Yoshio Saito and Jun Mizutani disclose in US 5,516,684 and US 5,707,584 two strains of lactobacillus acidophilus, lactobacillus acidophilus FERM-P-14204 and lactobacillus acidophilus FERM-P-14205, which do not exhibit the de-binding effect of bile acids, do not inhibit nutrient absorption, and reduce cholesterol in blood and liver.

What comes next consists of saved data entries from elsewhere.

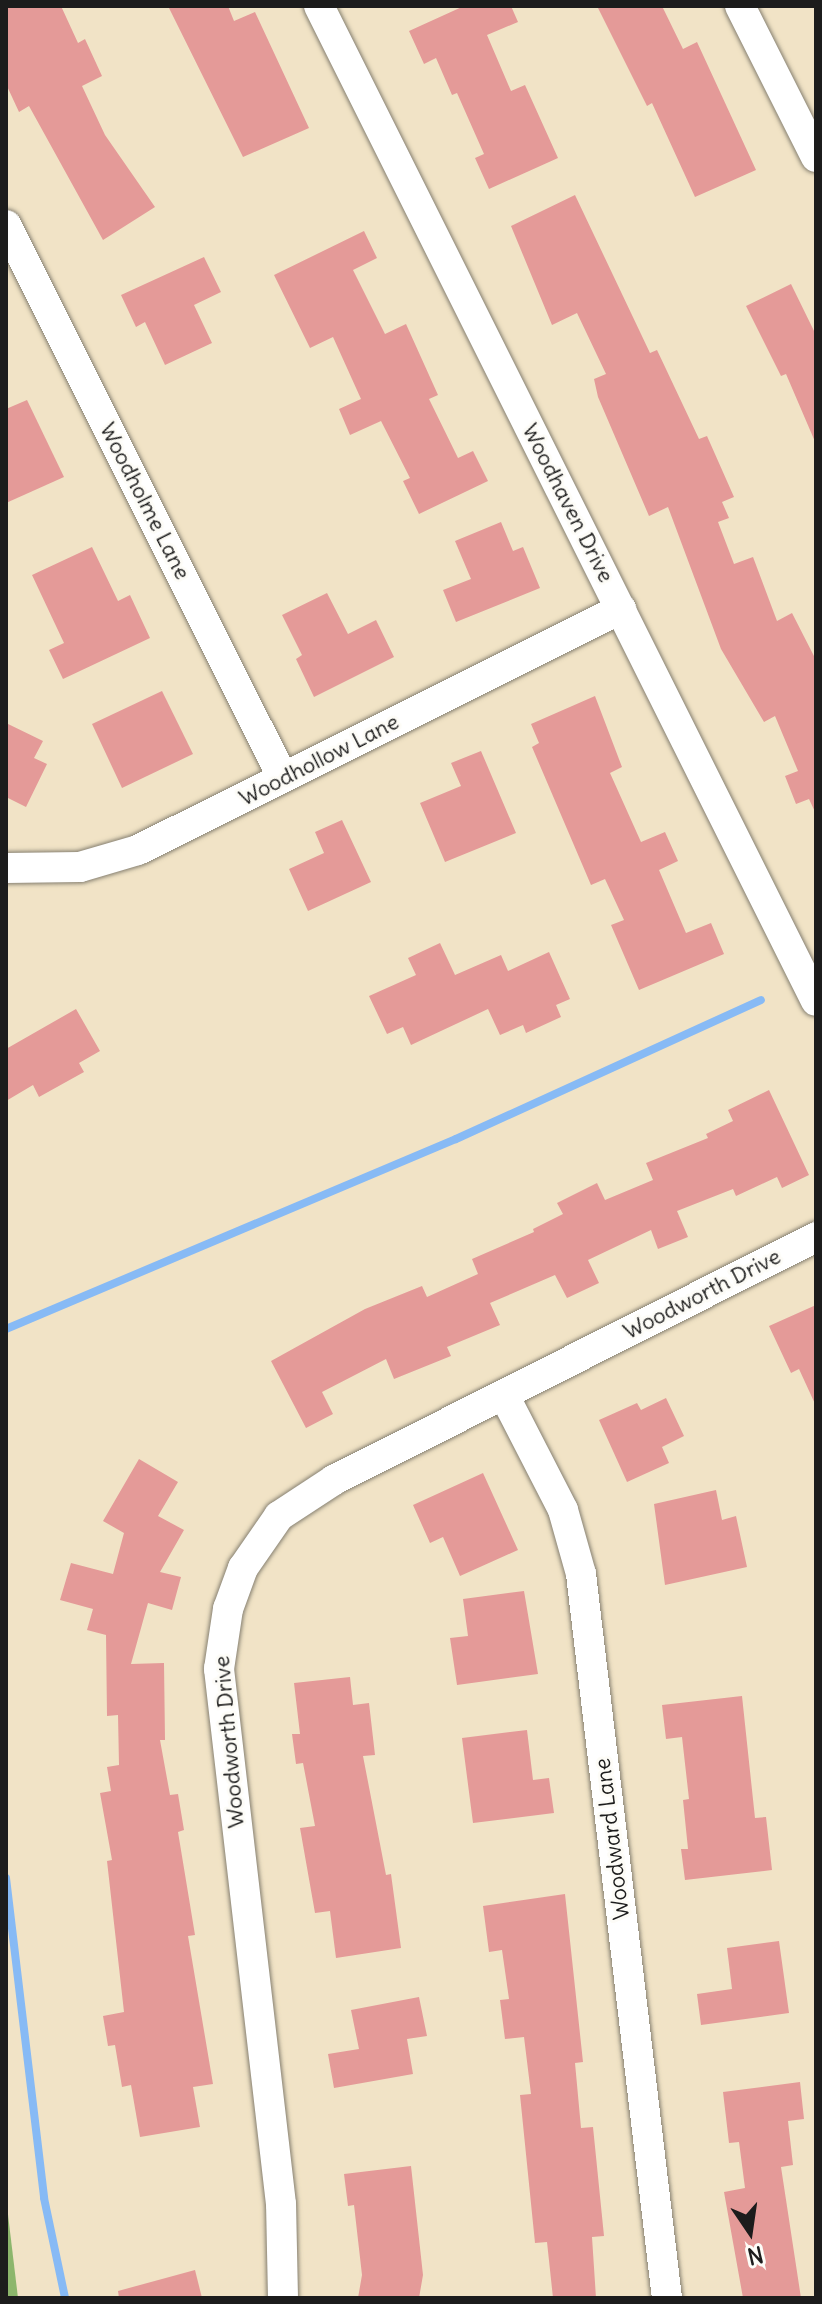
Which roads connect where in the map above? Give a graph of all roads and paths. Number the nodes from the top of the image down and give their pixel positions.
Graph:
1 (319, 6) edge
2 (740, 6) edge
3 (816, 157) edge
4 (6, 225) edge
5 (621, 609) junction
6 (283, 778) junction
7 (6, 868) edge
8 (816, 1001) edge
9 (816, 1237) edge
10 (504, 1395) junction
11 (283, 2298) edge
12 (667, 2298) edge

1 - 5 street, Woodhaven Drive
2 - 3 street
4 - 6 street, Woodholme Lane
5 - 6 street, Woodhollow Lane
5 - 8 street, Woodhaven Drive
6 - 7 street, Woodhollow Lane
9 - 10 street, Woodworth Drive
10 - 11 street, Woodworth Drive
10 - 12 street, Woodward Lane

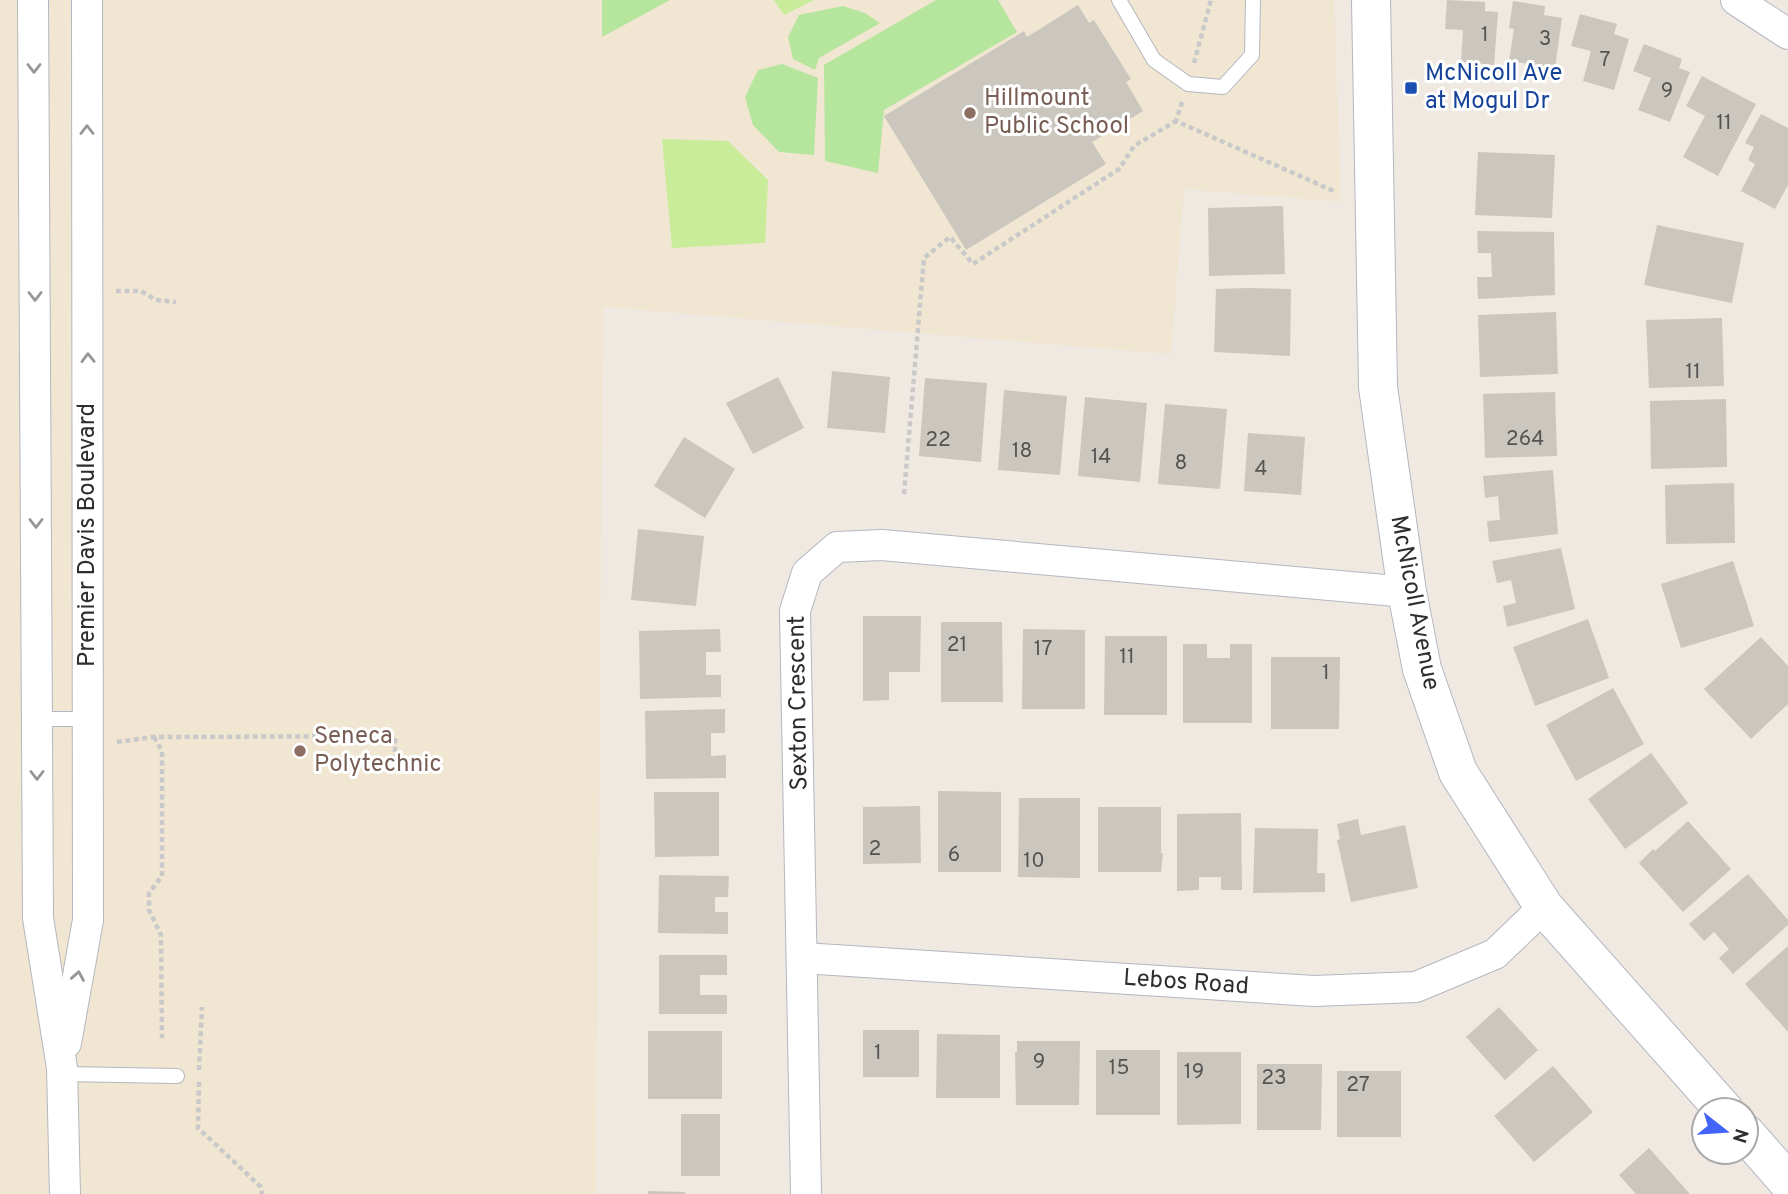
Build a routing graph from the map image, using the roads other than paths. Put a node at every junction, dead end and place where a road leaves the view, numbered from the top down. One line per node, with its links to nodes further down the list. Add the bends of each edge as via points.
1 (33, 0): 9 (street, Premier Davis Boulevard, one-way to 9)
2 (87, 0): 10 (street, Premier Davis Boulevard, one-way to 2)
3 (1119, 0): 4 (lane, via 1154,60 1188,85 1223,87 1252,55)
4 (1253, 0)
5 (1371, 0): 8 (street, McNicoll Avenue, via 1378,387)
6 (1736, 0): 7 (street)
7 (1788, 34)
8 (1407, 592): 11 (street, McNicoll Avenue, via 1422,670 1458,772); 12 (street, Sexton Crescent, via 882,545 837,547 807,573 796,611)
9 (37, 719): 10 (lane); 13 (street, Premier Davis Boulevard, one-way to 13, via 38,918)
10 (88, 719): 13 (street, Premier Davis Boulevard, one-way to 10, via 88,920)
11 (1544, 907): 12 (street, Lebos Road, via 1495,954 1416,987 1314,991); 15 (street, McNicoll Avenue)
12 (803, 958): 19 (street, Sexton Crescent)
13 (62, 1071): 14 (lane); 18 (street, Premier Davis Boulevard)
14 (177, 1076)
15 (1712, 1096)
16 (1760, 1150): 17 (street)
17 (1788, 1182)
18 (65, 1194)
19 (806, 1194)

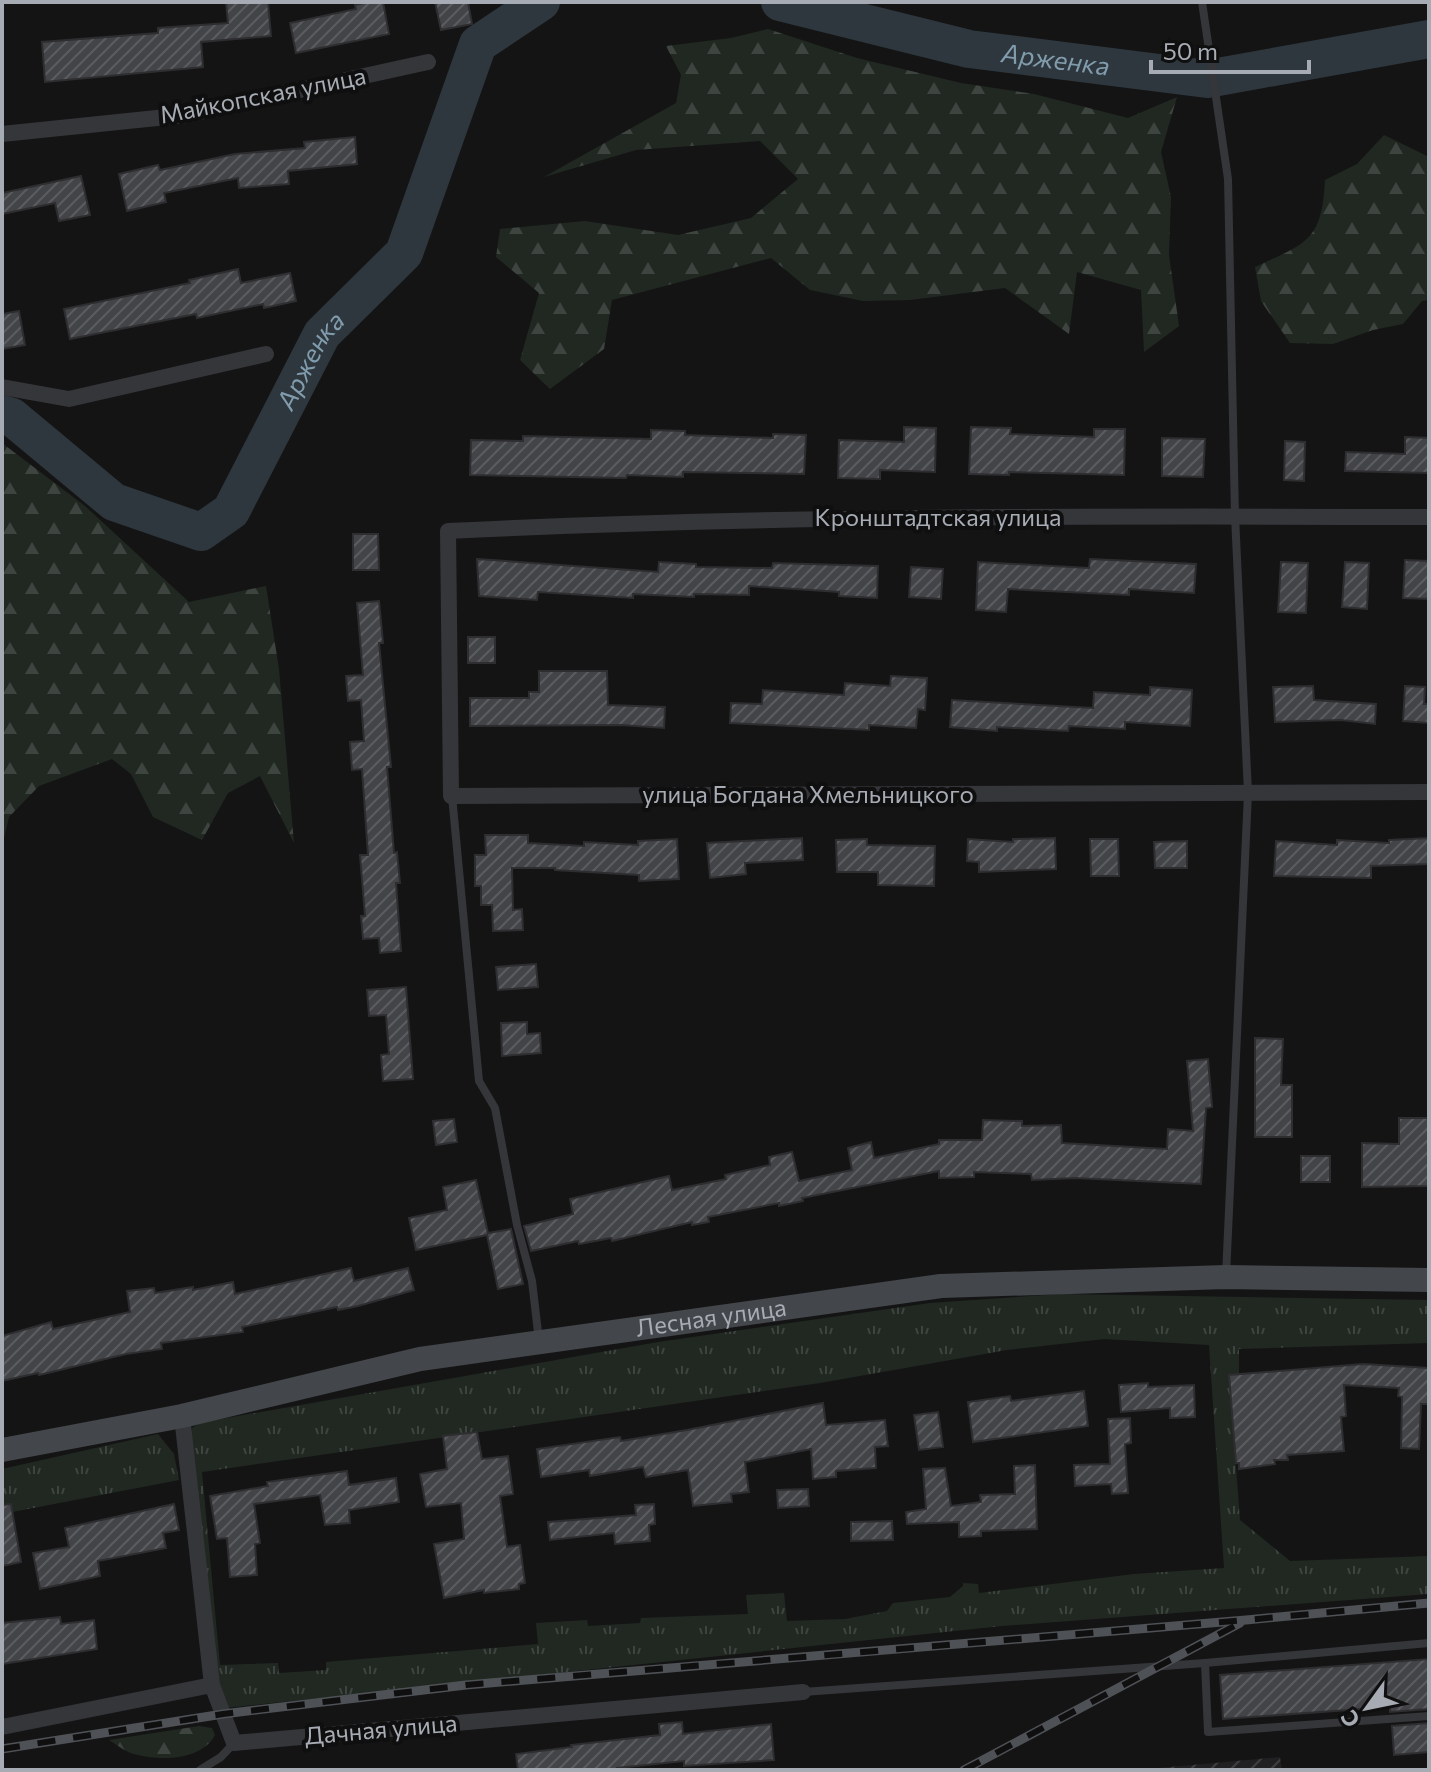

If the above mentioned non-indigenous lactobacillus strains can be locally isolated and screened to obtain indigenous lactobacillus strains having acid resistance, bile salt resistance and serum cholesterol reduction ability, the adaptability to the intestinal environment of the country can be ensured, and such indigenous lactobacillus strains can be used as primers or added to processed products to ensure the intestinal inhabitation and colonization after eating, thereby improving the functionality of the products.

Disclosure of Invention

Accordingly, a first aspect of the present invention is to screen native human intestinal samples for lactobacillus isolates (isolates) having multiple properties of acid resistance, bile salt resistance, and good serum cholesterol lowering capacity.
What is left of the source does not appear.